Following is the code which listens on a port for HTTP requests and sends the request packet to the server running on port 80, gets the response and sends the data back to the client. Now, everything is executing fine but the following line of code :

data = req_soc.recv(1024)

is taking too much time to execute and I have observed that, it takes long time to execute when it is going to/has received the last packet. I have also tried the same code using select.select() but the results are the same.
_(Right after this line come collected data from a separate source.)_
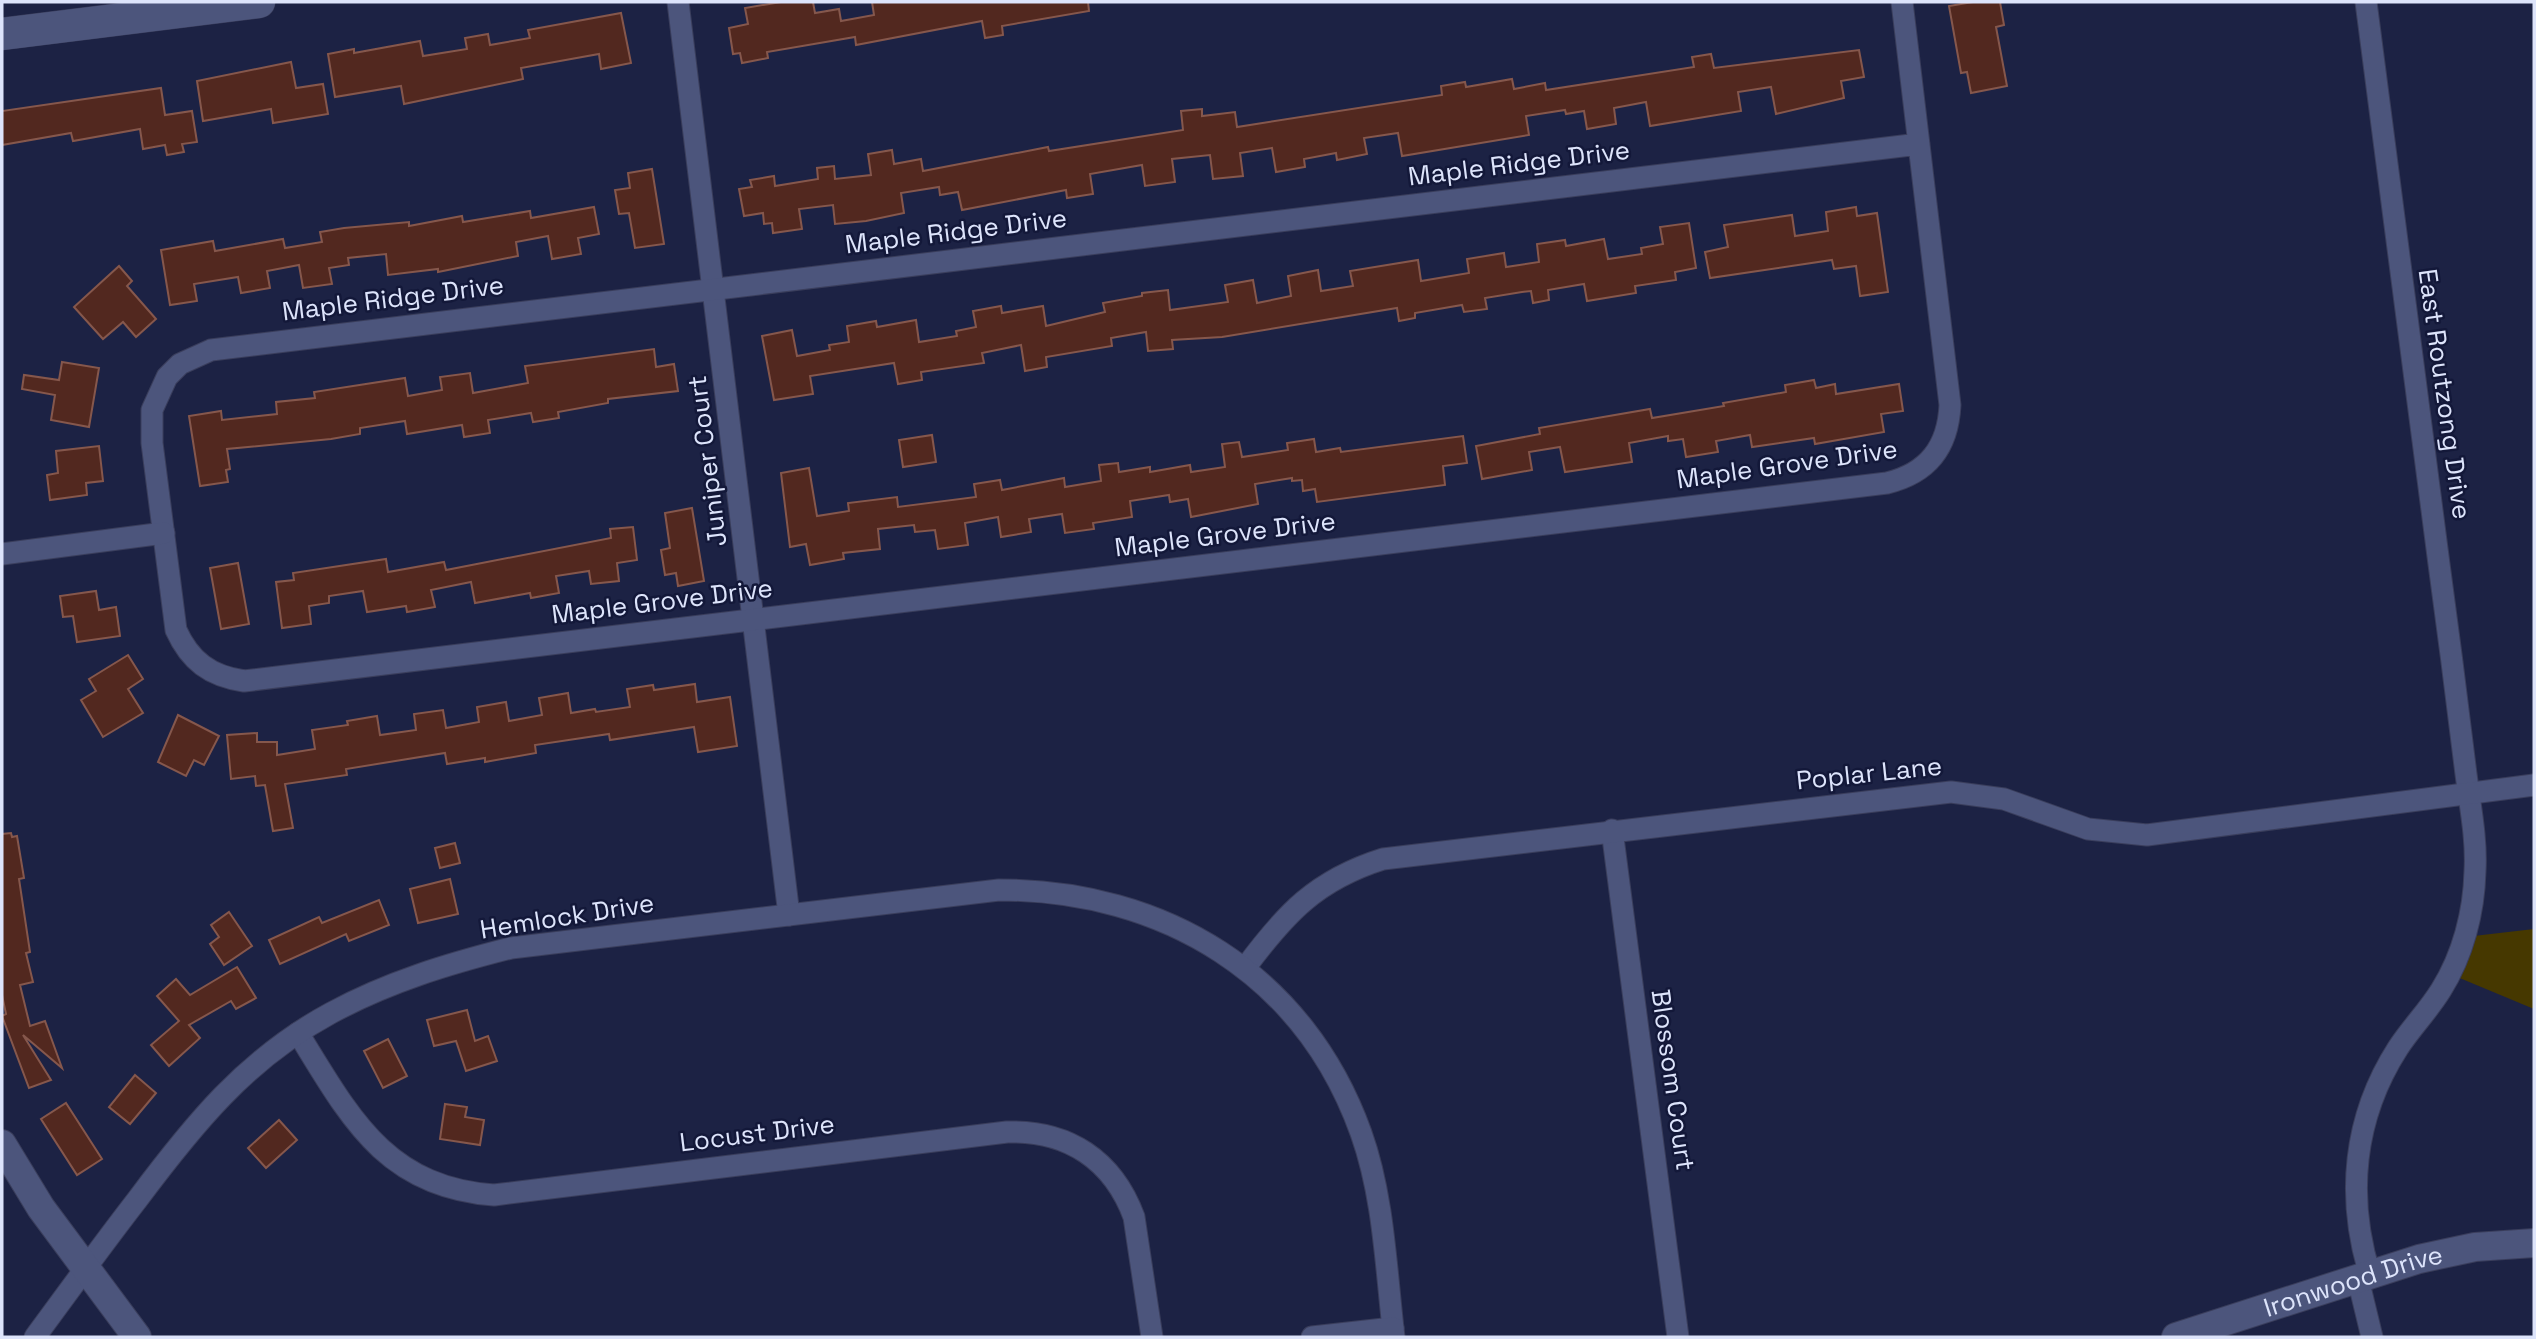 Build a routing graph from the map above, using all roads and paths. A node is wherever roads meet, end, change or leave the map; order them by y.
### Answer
1 (260, 2) edge
2 (678, 2) edge
3 (1902, 2) edge
4 (2366, 2) edge
5 (2, 34) edge
6 (1919, 144) junction
7 (714, 287) junction
8 (164, 533) junction
9 (2, 554) edge
10 (753, 618) junction
11 (2534, 786) edge
12 (2468, 793) junction
13 (1612, 830) junction
14 (789, 915) junction
15 (1245, 968) junction
16 (299, 1033) junction
17 (2, 1144) edge
18 (2534, 1243) edge
19 (86, 1268) junction
20 (2364, 1277) junction
21 (1393, 1332) edge
22 (35, 1337) edge
23 (137, 1337) edge
24 (1152, 1337) edge
25 (1312, 1337) edge
26 (1678, 1337) edge
27 (2176, 1337) edge
28 (2372, 1337) edge

1 - 5 main road
2 - 7 street, Juniper Court
3 - 6 street, Maple Grove Drive
4 - 12 street, East Routzong Drive
6 - 7 street, Maple Ridge Drive
6 - 10 street, Maple Grove Drive
7 - 8 street, Maple Ridge Drive
7 - 10 street, Juniper Court
8 - 9 street
8 - 10 street, Maple Grove Drive
10 - 14 street, Juniper Court
11 - 12 street, Poplar Lane
12 - 13 street, Poplar Lane
12 - 20 street, East Routzong Drive
13 - 15 street, Poplar Lane
13 - 26 street, Blossom Court
14 - 15 street, Hemlock Drive
14 - 16 street, Hemlock Drive
15 - 21 street, Hemlock Drive
16 - 19 street, Hemlock Drive
16 - 24 street, Locust Drive
17 - 19 street
18 - 20 street, Ironwood Drive
19 - 22 street, Hemlock Drive
19 - 23 street
20 - 27 street, Ironwood Drive
20 - 28 street, East Routzong Drive
21 - 25 street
Since I want to handle the data (raw) that is coming from the client and the actual HTTP server, I have no other choice than using sockets.

import socket
import thread

def handle_client(client):
    data = client.recv(512)
    request = ''
    request += data
    print data

print '-'*20
spl = data.split("\r\n")

print spl[0]
print spl[1]

if len(request):
    req_soc = socket.socket(socket.AF_INET, socket.SOCK_STREAM)
    req_soc.connect(('localhost', 80))
    req_soc.send(request)

    response = ''
    data = req_soc.recv(1024)
    while data:
        response += data
        print 1
        data = req_soc.recv(1024)
    req_soc.close()
    print response
    if len(response):
        client.send(response)
client.close()

server = socket.socket(socket.AF_INET, socket.SOCK_STREAM)
server.bind(('localhost', 4422))
server.listen(5)

print("Server is running...\n")

MSGLEN = 1024

while 1:

    client, address = server.accept()
    thread.start_new_thread(handle_client, (client, ))
Was it helpful?

Solution

Clients can do multiple commands (eg: GET) within one connection. You cannot wait for the client to send all the commands because based on what you return it could request more (eg: images of a web page). You have to parse the parts (commands) of request, find the boundary, forward that request to the server and write back the answer to the client. All this in a way that doesn't block on reading the client.

I'm not sure what's the best way to do this in python, but if you spend 5 minutes of googling you'll find a perfect HTTP proxy library.